Rovato (Brescia) – Il kokedama è un’antica tecnica giapponese che si rifà al bonsai. La sua realizzazione prevede l’utilizzo del muschio a contenere la pianta scelta. Il pane di terra della pianta è racchiuso infatti dal muschio, e non da un vaso, e il tutto viene tenuto insieme da uno spago, rendendo il kokedama completamente naturale, ecologico e sostenibile per l’ambiente.

Il prossimo fine settimana a Castello Quistini si potrà imparare una delle tecniche per realizzarli, creando micromondi vegetali volanti, molto suggestivi, o di appoggiarle su un piattino. Con la pratica è possibile realizzare kokedama più complessi, composti da più piante e di differenti forme legature. Il kokedama va immerso di tanto in tanto in una bacinella d’acqua per assicurare alla terra la giusta dose di acqua, e il muschio va tenuto il più possibile umido. L’effetto è davvero inusuale e poetico.

MATERIALI (compresi nel costo): Muschio, piante, terra e spago forniti da noi. Qualora non vogliate sporcarvi le mani con la terra sarà necessario portare dei guanti. Volendo si possono portare una piantina e lo spago.

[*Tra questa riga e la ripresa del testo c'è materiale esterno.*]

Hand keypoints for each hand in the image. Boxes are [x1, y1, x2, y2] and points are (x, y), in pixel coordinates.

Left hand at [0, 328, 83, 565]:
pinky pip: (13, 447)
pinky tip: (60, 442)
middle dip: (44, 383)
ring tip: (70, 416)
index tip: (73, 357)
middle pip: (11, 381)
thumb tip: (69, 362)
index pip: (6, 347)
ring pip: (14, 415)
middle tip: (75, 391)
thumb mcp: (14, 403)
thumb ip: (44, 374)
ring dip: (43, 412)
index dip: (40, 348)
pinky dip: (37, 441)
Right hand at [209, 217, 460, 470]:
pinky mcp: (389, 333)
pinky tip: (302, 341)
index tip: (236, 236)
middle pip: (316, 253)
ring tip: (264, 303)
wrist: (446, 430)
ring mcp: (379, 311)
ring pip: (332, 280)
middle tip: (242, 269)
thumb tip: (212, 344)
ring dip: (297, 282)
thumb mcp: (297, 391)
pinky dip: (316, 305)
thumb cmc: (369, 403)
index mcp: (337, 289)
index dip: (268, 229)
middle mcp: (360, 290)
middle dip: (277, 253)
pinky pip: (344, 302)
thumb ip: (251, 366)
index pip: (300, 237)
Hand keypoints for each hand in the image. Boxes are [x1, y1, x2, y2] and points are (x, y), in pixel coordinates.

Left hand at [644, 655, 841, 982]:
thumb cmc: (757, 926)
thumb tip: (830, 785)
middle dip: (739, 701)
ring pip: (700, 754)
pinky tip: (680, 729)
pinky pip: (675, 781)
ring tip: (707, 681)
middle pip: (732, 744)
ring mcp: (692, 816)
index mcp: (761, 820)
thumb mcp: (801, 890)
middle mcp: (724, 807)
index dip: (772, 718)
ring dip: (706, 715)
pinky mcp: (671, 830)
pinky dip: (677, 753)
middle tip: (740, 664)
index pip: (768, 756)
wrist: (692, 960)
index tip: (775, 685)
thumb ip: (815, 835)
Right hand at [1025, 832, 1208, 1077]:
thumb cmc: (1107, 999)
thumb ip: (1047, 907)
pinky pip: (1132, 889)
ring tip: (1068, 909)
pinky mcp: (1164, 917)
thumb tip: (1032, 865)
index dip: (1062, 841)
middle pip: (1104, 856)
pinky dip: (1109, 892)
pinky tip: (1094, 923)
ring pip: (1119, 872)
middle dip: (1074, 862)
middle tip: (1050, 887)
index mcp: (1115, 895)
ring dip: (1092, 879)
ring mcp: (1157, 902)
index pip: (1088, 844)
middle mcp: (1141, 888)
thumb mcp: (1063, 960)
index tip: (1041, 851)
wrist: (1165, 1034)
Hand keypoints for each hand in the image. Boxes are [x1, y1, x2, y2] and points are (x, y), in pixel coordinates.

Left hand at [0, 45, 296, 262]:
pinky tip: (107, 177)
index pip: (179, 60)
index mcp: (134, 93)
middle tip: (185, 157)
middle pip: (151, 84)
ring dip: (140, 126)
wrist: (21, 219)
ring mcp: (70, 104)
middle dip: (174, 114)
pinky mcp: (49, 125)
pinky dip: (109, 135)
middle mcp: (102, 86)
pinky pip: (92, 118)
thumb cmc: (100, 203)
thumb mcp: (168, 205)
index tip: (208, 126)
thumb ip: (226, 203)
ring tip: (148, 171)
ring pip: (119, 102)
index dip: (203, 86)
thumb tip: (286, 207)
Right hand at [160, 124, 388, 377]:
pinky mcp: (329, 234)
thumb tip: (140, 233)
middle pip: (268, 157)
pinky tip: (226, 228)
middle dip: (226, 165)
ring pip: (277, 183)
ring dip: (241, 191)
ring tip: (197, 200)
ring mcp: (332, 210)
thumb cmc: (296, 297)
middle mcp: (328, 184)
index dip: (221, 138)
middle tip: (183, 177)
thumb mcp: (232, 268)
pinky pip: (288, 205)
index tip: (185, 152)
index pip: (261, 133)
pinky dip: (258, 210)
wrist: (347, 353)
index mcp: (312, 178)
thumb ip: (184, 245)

INSEGNANTE: Irene Cuzzaniti si laurea nel 2009 in Architettura dei giardini e paesaggista presso l’Università degli Studi di Roma, ‘ La Sapienza’. Nel 2011 fonda twentytrees, uno studio di progettazione del verde che è al tempo stesso anche un progetto di diffusione delle tematiche ambientali e della pratica del giardinaggio.

Da diversi anni lavora anche come fiorista. Nel 2015 apre la sua bottega di piante, fiori, essenze e mestieri dimenticati in Cascina Cuccagna. La Fioreria si pone a metà strada tra laboratorio e spazio di vendita e promozione di piccole realtà indipendenti. Nel 2016 pubblica un manuale DIY #Fattiilmazzo edito per Libri 24 ORE Cultura.

Ciò che sostiene i suoi lavori, attraverso un’incessante ricerca, è l’etica della sostenibilità: il km zero e la collaborazione con maestranze del posto, il riuso di materiali esistenti e in generale il consumo critico delle materie, propendendo quindi sempre verso materiali organici.